10代後半から30代にかけてお箏を習っていた時期があり、その時の先生を思い出すことが最近よくあります。
知らず知らず影響を受けてたんだなあと感じるのは、その先生の教える姿勢が好きだったんだなあとあらためて感じるからですが、特に思い出されるのは、「この曲合奏すると素晴らしいのよ」という言葉。
その裏には、「あなたも早く弾けるようになって一緒に合奏してね」という期待がありました。

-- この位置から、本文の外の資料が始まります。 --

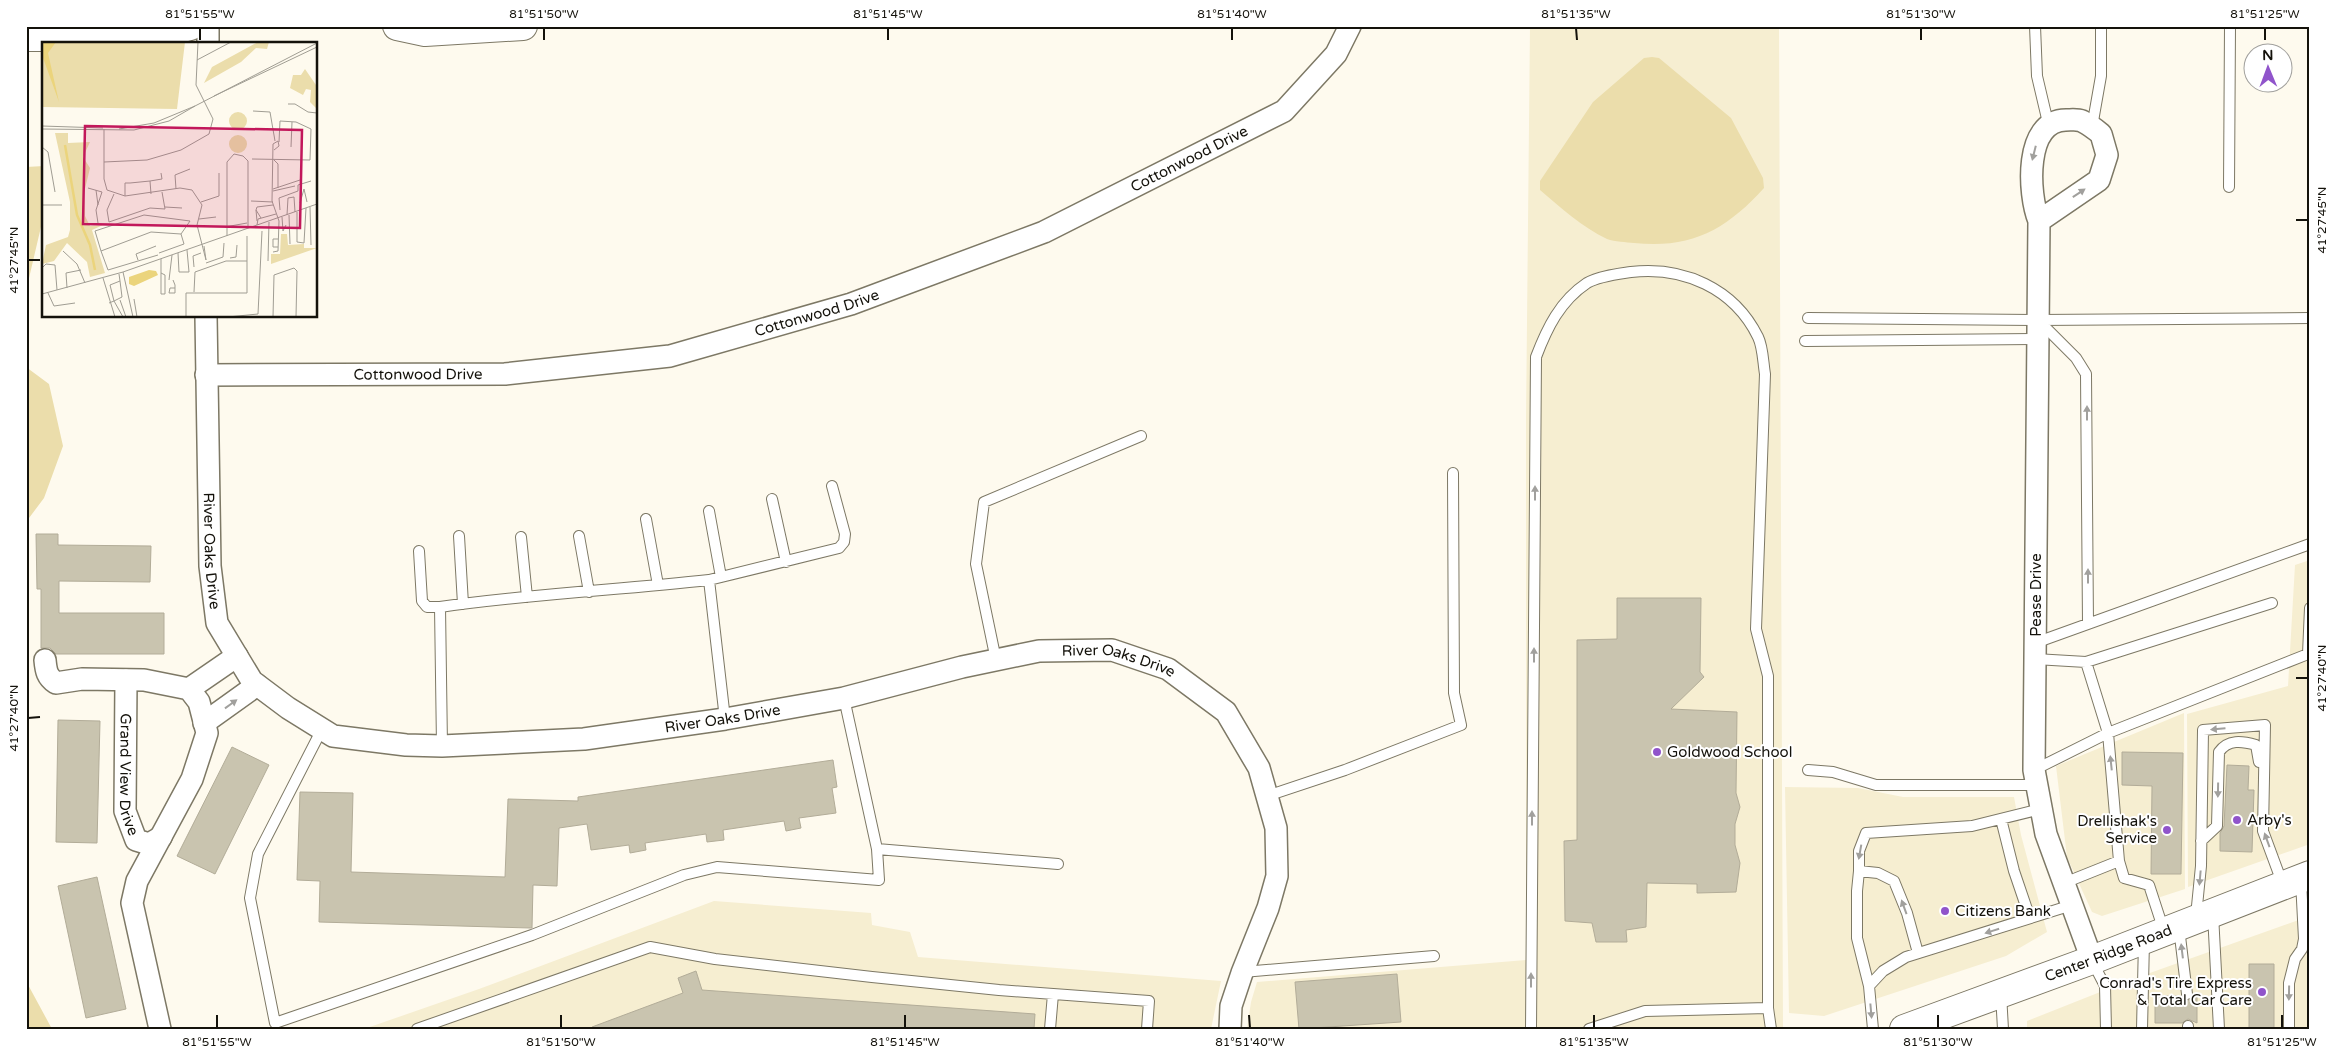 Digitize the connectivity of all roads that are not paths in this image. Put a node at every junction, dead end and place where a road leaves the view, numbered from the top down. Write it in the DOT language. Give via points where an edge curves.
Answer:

吉田雅楽愛という雅号の先生で、知る人ぞ知る 唯是震一という先生の直弟子に当たられる方。かなりなご高齢になっても、毎月唯是先生が名古屋まで出稽古に来られるので、それにずっと通っておられました。
秋田出身の醤油問屋の生粋のお嬢様育ちで、すっごく自己中心的なところもあるんですが、お箏に関することではいつまでも謙虚な姿勢でおられました。それは即ち、弟子に厳しいということに繋がるんですが、自分にも厳しいので、上下関係があるようでいて、そうではなかったのは、一重に、素晴らしい曲を一緒に合奏できる人を育てる一心さ が感じられたからなのだろうと思います。
厳しいと評判なので、弟子が少なく、大きな会をするとなると一人一人の負担が大変なんですが、いつもプログラムには錚々たる曲がずらりと並んでいました。
普段でも、難しい替手や、お三絃と合わせていただけたのは、貴重な経験だったのだと思います。
師匠と弟子なんですが、曲を合わせる時はまるで対等でした。
あの感覚は、私の中で忘れられないものになってます。
コーチングセッションやクラスをやっていて、最近いつも蘇ってくる感覚。
私には、あの対等な関係が作れているだろうか…
師の大きさをあらためて感じるこの頃です。